Kodak shares closed up 4.4 percent, spurred in part by Lehman Brothers' upgrade of the stock to "equal weight" from "underweight."
"We are not surprised by this move — he wasn't just the deputy carrying out Carp's vision, he was part of the vision," said analyst Jamelah Leddy of McAdams, Wright, Ragen Inc. "(His) digital focus is what Kodak needs and he has the background ... and drive to effectively lead Kodak through its transition to becoming a digital company."
It will not be easy, analysts said.
"Antonio will be faced with the same challenges (as) Dan Carp," analyst Shannon Cross of Cross Research said. "Nothing fundamentally has changed. Secular declines in a lot of their businesses will be the same on January 1st when Carp is gone."
Many of those concerns bubbled to the surface in Kodak's disappointing first-quarter results. It posted a loss of $142 million, hurt by a faster-than-expected decline in traditional film sales. That prompted ratings agencies Moody's and Standard & Poor's to cuts Kodak debt ratings to junk — which can significantly raise a company's borrowing costs.
"We knew there would be bumps in the road and we hit one in the first quarter, but this (change) is not about that," Carp told Reuters. "Antonio has the leadership and commitment to power this through and its right to turn it over to him."

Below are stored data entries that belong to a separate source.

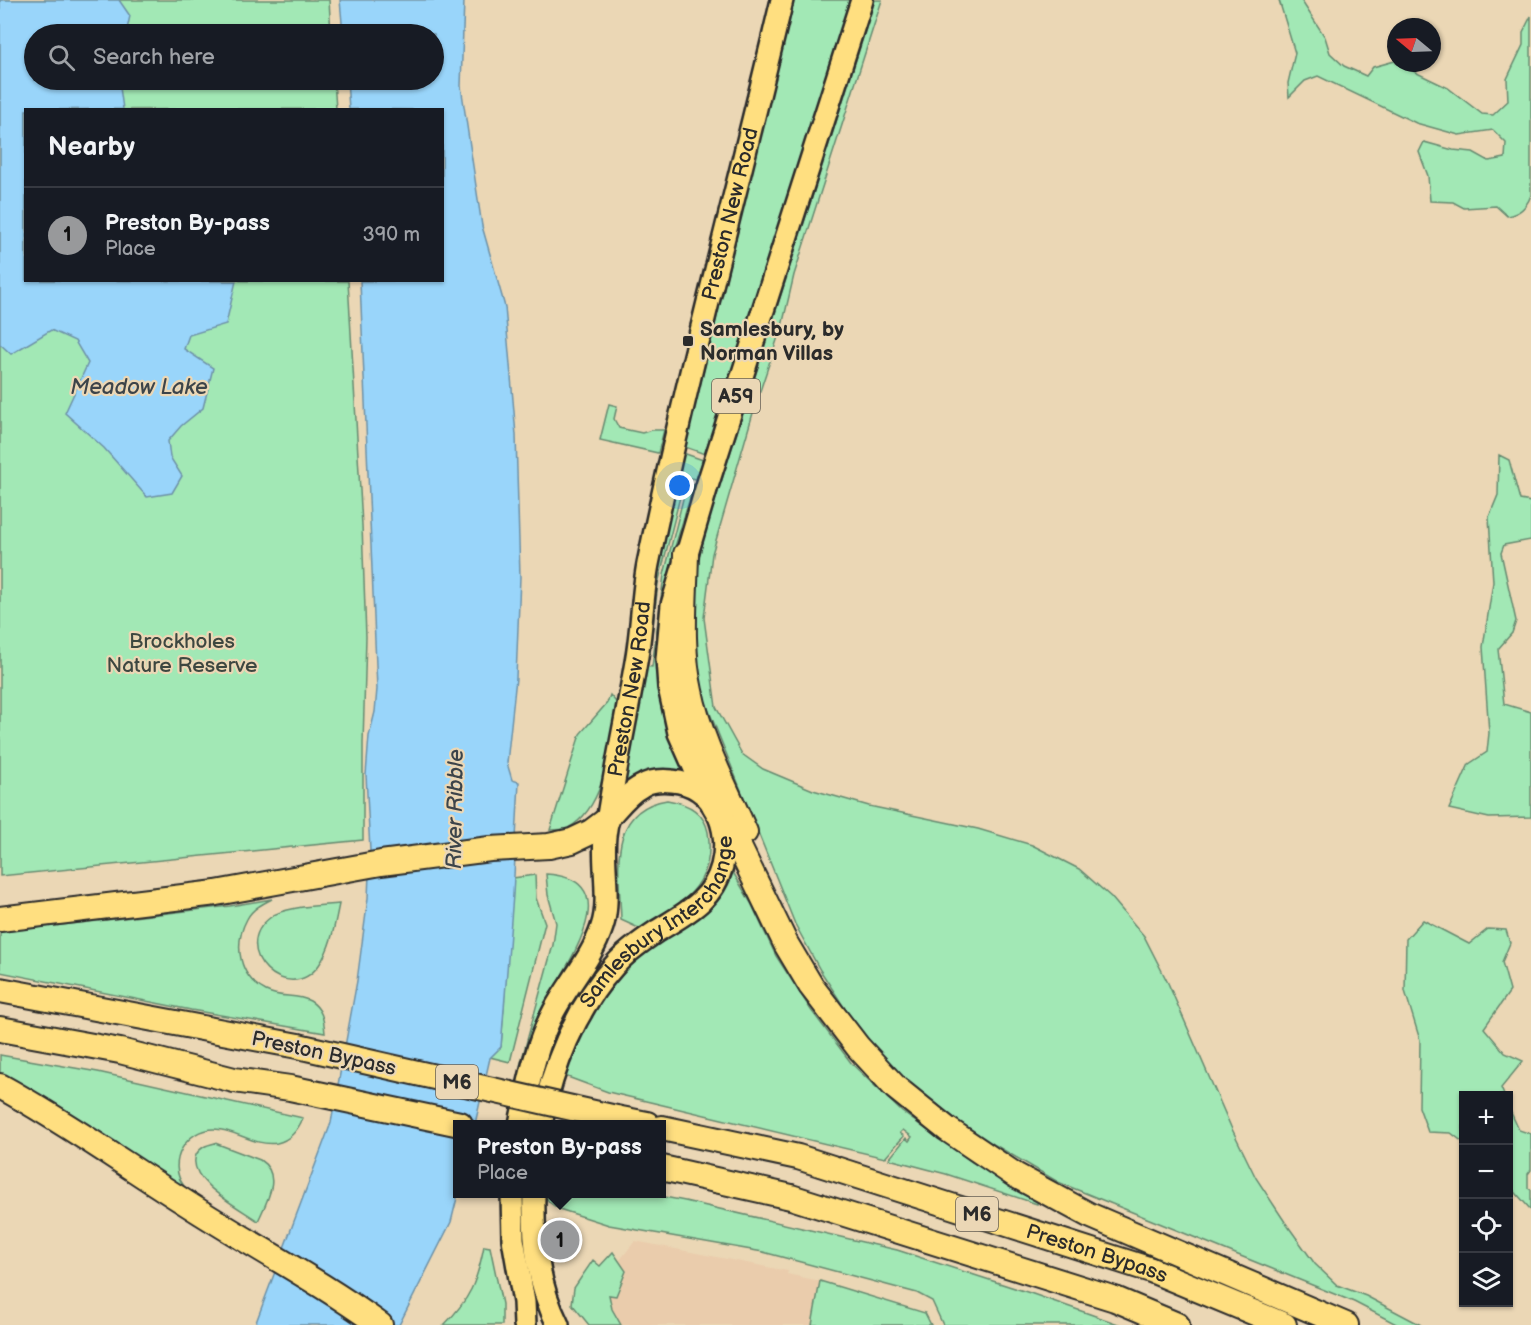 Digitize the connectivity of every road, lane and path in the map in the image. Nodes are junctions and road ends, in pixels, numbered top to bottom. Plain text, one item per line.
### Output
1 (782, 0) edge
2 (862, 0) edge
3 (686, 554) junction
4 (710, 800) junction
5 (608, 818) junction
6 (0, 919) edge
7 (786, 944) junction
8 (0, 990) edge
9 (0, 1029) edge
10 (0, 1086) edge
11 (521, 1120) edge
12 (542, 1120) edge
13 (625, 1120) edge
14 (453, 1123) edge
15 (666, 1129) edge
16 (666, 1169) edge
17 (512, 1198) edge
18 (534, 1198) edge
19 (380, 1325) edge
20 (525, 1325) edge
21 (558, 1325) edge
22 (1177, 1325) edge
23 (1284, 1325) edge
24 (1346, 1325) edge

1 - 5 highway, Preston New Road / A59
2 - 3 highway, Preston New Road / A59
3 - 4 highway, Preston New Road / A59
3 - 7 highway
4 - 5 highway, Samlesbury Interchange
4 - 7 highway
4 - 12 highway, Samlesbury Interchange
5 - 6 highway
5 - 11 highway, Samlesbury Interchange
7 - 24 highway
8 - 13 highway, Preston Bypass / M6, bridge
9 - 14 highway, Preston Bypass / M6
10 - 19 highway
15 - 23 highway, Preston Bypass / M6
16 - 22 highway, Preston Bypass / M6
17 - 20 highway
18 - 21 highway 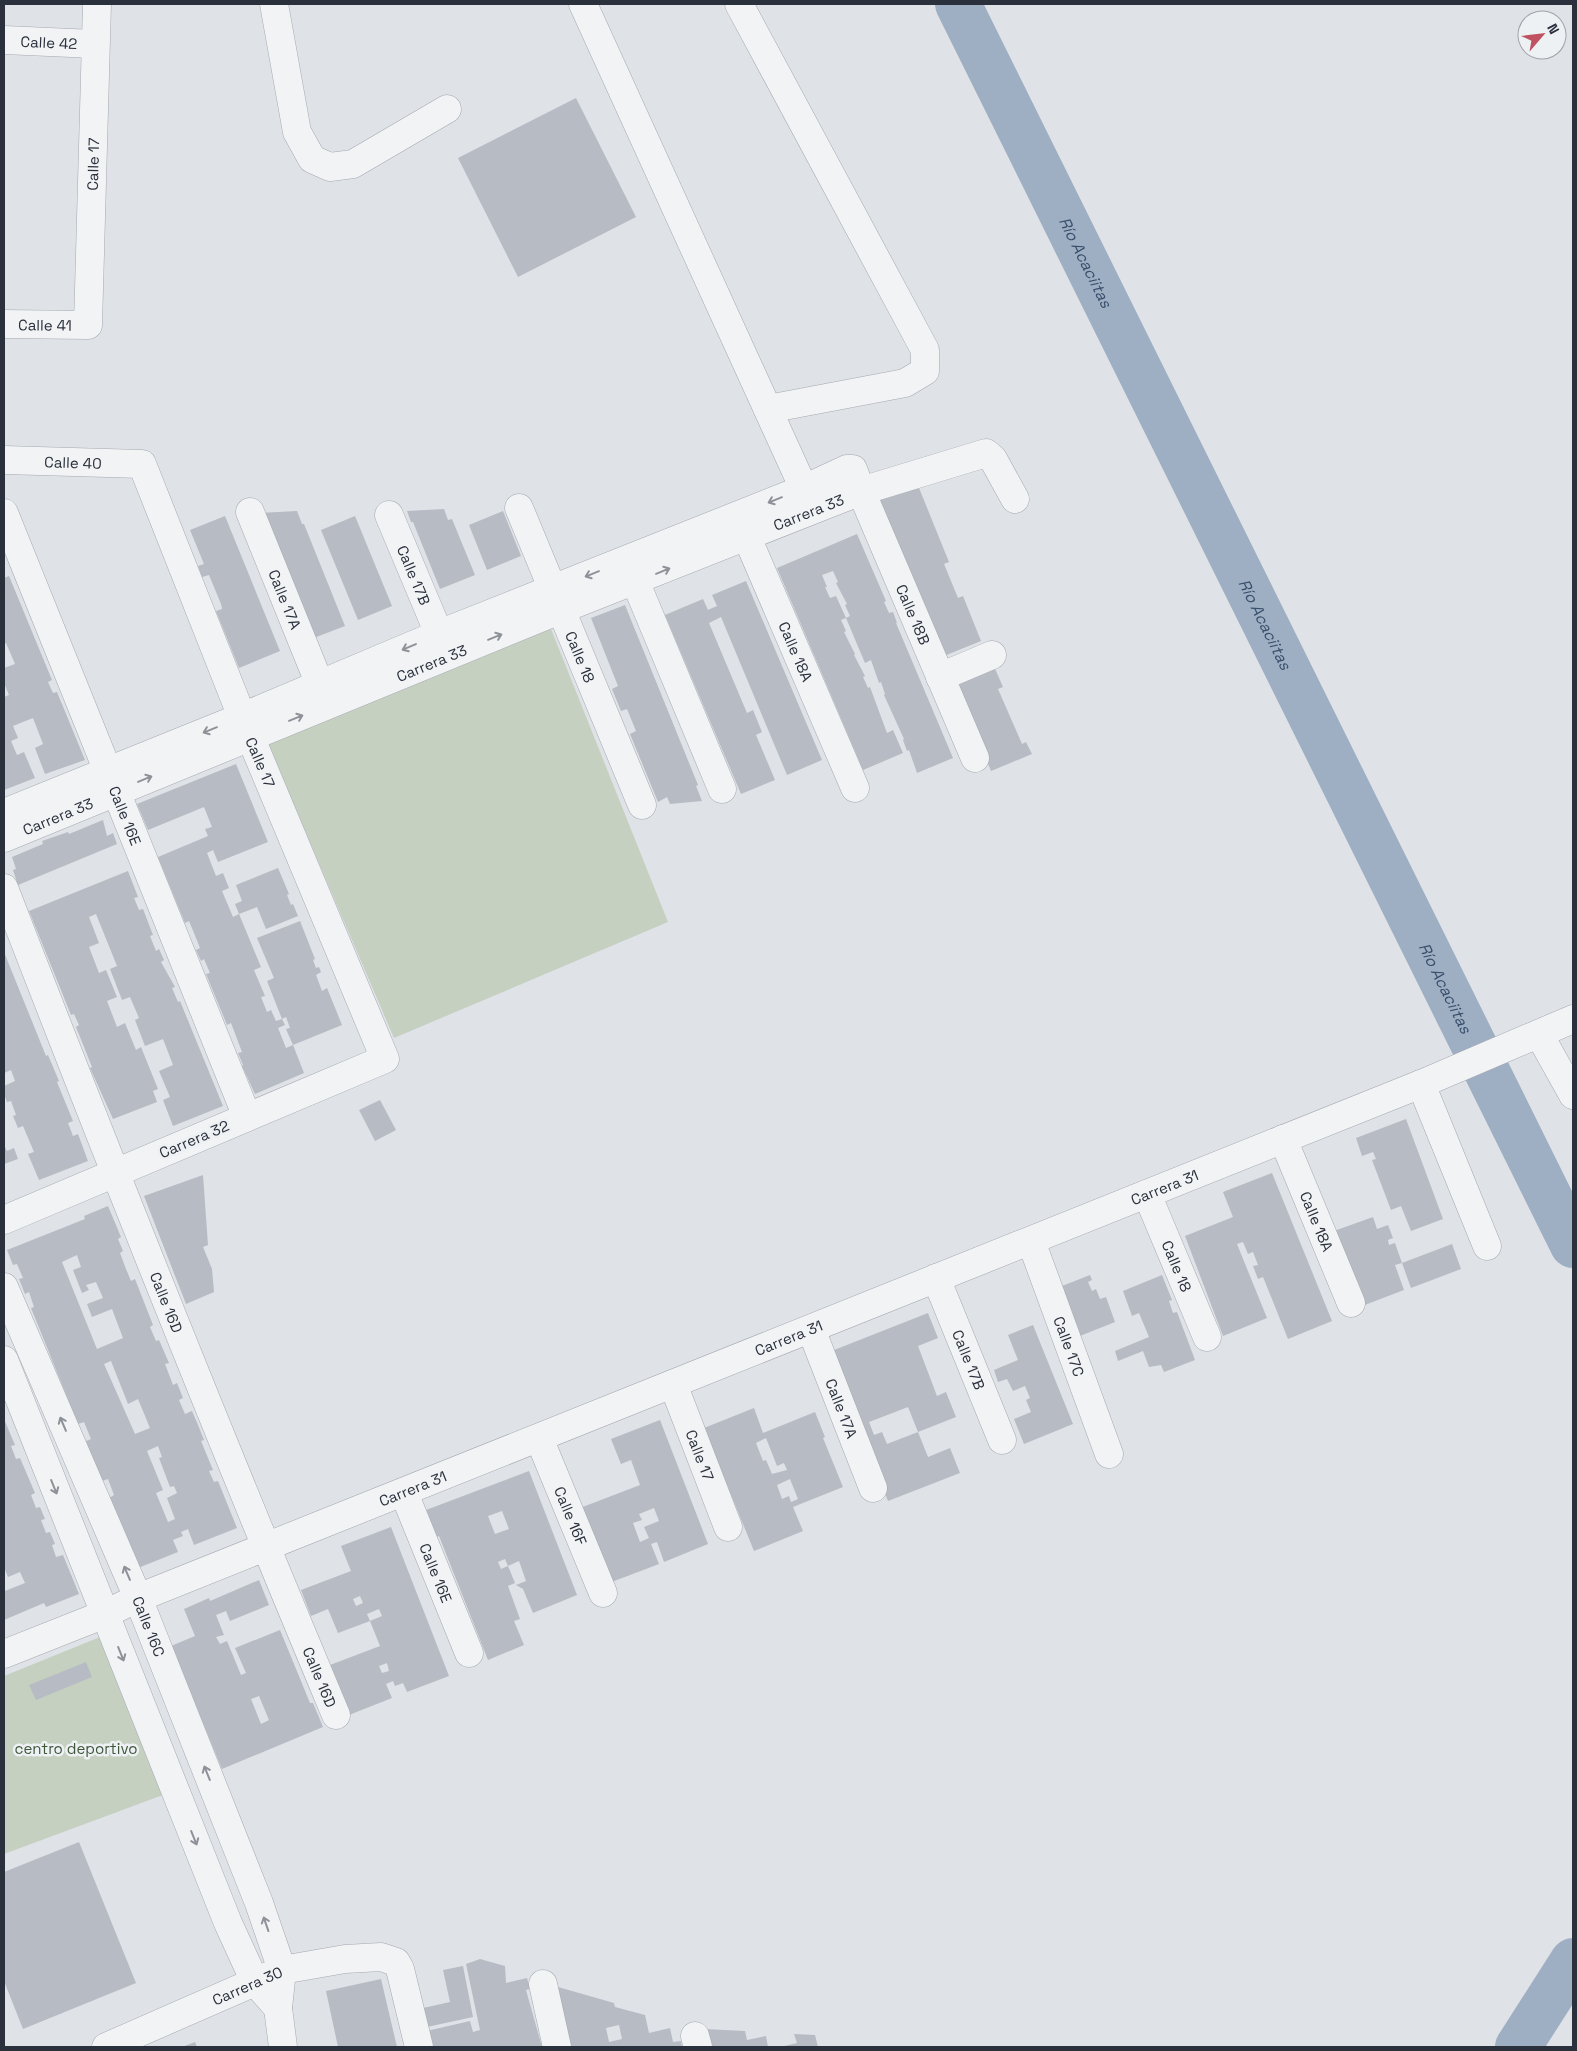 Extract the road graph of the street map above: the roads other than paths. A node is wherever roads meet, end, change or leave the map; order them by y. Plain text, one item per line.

Perez's experience, including a stint as president of Hewlett's consumer and inkjet printer units, fits well with Kodak, which has gained market share with its digital cameras and small, companion printers.
"The company is on the path that they need to go on, and they are executing the best that they can," said portfolio manager Christopher Carosa of Carosa, Stanton & DePaolo Asset Management. "Antonio is a dynamic guy that everyone is very excited about." Carosa advises Bullfinch Western New York
Series Fund, which owns Kodak shares.
Perez said he will continue developing Kodak's plans, while eyeing other ways to take advantage of technologies that the company has studied, but not yet turned into products.
"(In the past) The company has not commercialized a lot of digital products ... but they have invested for many years in digital technologies," he told Reuters. "I have the opportunity to exploit and monetize that."
Carp has also beefed up his management team along the way, bringing on board printing experts such as HP executive James Langely, who runs Kodak's Commercial Printing operation.
The change comes as the 111-year-old company seeks to emphasize consumer digital cameras, medical services and commercial printing and move away from the declining market for traditional film and processing.
Kodak is midway through a program, announced in late 2003, to trim costs by shuttering manufacturing operations around the world and cutting jobs. It expects to spend $3 billion on acquisitions and anticipates a rebound in revenues and profit by 2006.
Kodak shares, which are down about 18 percent this year, climbed $1.13 to close at $26.58 on the New York Stock Exchange.